In American history, the Fire-Eaters were a group of pro-slavery  Democrats in the Antebellum South who urged the separation of Southern states into a new nation, which became the Confederate States of America.  The dean of the group was Robert Rhett of South Carolina. Some sought to revive America's participation in the Atlantic slave trade, which had been illegal since 1808.

Impact
By radically urging secession in the South, the Fire-Eaters demonstrated the high level of sectionalism existing in the U.S. during the 1850s, and they materially contributed to the outbreak of the Civil War (1861–1865).
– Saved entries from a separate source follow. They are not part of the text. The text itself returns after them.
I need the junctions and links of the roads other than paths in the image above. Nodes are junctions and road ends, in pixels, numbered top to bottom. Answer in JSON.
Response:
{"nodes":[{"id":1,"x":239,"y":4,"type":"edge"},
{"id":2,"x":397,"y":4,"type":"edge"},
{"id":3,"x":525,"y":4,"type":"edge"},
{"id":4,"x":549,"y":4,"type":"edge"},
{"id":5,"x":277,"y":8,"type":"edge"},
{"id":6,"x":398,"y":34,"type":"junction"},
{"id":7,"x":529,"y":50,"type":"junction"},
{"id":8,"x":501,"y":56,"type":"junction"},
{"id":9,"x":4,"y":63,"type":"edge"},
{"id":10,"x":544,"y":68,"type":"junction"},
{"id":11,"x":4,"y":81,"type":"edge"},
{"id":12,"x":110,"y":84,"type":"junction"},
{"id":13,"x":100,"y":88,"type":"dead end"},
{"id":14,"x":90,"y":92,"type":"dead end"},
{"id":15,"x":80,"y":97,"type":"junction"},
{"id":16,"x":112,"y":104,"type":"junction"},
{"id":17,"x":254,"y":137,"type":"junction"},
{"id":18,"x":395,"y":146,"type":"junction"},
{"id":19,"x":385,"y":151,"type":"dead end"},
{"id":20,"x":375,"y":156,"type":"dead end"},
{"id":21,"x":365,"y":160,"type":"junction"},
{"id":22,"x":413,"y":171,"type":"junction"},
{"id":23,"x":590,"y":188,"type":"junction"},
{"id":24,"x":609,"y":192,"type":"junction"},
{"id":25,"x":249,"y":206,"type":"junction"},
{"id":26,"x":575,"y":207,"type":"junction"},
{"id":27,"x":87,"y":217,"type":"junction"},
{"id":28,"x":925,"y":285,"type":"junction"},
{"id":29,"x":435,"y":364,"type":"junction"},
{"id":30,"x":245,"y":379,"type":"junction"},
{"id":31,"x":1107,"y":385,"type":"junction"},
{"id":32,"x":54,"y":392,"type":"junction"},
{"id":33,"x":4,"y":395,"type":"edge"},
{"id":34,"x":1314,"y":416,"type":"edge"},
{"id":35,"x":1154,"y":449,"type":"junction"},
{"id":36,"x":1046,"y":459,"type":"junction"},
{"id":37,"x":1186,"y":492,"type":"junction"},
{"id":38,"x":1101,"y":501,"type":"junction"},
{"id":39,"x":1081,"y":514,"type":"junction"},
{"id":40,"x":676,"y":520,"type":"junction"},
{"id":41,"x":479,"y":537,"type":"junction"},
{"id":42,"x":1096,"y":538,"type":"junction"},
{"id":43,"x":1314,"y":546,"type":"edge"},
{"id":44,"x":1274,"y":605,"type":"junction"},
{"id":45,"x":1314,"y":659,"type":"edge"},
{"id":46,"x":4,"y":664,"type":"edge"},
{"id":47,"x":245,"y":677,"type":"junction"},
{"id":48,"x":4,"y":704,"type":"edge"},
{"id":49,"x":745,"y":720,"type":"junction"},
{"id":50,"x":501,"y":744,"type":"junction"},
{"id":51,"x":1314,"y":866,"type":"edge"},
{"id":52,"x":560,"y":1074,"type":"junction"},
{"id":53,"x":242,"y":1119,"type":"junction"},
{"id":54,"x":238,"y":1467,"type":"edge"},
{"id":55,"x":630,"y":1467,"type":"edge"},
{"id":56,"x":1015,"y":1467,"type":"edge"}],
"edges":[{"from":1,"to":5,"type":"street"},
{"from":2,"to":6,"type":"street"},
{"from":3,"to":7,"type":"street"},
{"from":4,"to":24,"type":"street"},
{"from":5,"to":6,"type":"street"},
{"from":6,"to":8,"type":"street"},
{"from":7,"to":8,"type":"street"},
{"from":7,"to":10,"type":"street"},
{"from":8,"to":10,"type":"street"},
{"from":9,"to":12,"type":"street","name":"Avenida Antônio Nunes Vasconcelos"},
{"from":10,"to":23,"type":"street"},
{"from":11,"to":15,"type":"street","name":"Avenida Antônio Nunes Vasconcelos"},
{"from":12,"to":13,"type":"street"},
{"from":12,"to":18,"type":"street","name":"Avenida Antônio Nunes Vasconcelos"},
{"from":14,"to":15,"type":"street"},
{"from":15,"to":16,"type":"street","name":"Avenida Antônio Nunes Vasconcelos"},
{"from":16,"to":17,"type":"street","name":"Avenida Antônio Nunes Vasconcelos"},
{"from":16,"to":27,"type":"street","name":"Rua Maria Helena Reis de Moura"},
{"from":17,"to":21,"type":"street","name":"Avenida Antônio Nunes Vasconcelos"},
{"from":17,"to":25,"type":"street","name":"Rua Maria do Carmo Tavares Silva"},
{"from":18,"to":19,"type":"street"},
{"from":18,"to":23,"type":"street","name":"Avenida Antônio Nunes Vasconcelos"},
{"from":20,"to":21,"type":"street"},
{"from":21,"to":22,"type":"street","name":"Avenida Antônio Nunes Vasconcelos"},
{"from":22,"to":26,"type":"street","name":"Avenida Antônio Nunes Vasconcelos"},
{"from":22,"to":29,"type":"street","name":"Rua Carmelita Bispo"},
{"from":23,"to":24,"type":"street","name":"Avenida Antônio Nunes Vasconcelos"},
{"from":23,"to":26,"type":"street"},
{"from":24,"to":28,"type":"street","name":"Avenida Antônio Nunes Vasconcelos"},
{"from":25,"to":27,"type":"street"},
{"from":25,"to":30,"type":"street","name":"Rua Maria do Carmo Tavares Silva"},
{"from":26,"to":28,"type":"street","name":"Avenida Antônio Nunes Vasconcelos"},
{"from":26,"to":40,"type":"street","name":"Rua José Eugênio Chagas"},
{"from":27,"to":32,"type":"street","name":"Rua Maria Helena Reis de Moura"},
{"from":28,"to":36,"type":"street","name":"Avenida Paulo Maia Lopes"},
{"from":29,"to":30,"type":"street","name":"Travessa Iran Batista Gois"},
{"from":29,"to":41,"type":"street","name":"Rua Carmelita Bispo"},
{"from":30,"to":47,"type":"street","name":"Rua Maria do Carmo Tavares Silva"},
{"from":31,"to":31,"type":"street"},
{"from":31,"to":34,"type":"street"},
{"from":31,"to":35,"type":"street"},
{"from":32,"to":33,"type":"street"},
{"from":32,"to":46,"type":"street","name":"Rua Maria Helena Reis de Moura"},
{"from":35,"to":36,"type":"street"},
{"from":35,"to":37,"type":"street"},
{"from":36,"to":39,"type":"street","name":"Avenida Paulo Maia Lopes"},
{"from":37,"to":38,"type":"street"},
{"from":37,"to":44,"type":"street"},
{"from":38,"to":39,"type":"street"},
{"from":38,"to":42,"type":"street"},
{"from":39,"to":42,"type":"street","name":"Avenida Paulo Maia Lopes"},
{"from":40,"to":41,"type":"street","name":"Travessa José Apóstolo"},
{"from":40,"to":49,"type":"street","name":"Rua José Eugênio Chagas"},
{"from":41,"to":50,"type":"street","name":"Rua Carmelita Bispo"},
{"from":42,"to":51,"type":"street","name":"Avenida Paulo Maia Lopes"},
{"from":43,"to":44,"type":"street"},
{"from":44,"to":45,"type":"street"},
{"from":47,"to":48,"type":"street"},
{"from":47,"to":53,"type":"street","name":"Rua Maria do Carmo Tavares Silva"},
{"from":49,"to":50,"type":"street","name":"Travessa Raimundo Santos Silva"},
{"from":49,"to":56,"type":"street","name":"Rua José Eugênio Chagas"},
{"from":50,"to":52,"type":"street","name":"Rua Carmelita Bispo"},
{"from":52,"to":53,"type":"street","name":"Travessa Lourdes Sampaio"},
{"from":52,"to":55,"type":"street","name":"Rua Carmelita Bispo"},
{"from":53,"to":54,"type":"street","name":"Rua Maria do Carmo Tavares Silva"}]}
As early as 1850, there was a Southern minority of pro-slavery extremists who did much to weaken the fragile unity of the nation.  Led by such men as Edmund Ruffin, Robert Rhett, Louis T. Wigfall, and William Lowndes Yancey, this group was dubbed "Fire-Eaters" by Northerners.  At an 1850 convention in Nashville, Tennessee, the Fire-Eaters urged Southern secession, citing irrevocable differences between the North and the South, and they inflamed passions by using propaganda against the North.  However, the Compromise of 1850 and other moderate counsel abated the ardor of the Fire-Eaters for a time.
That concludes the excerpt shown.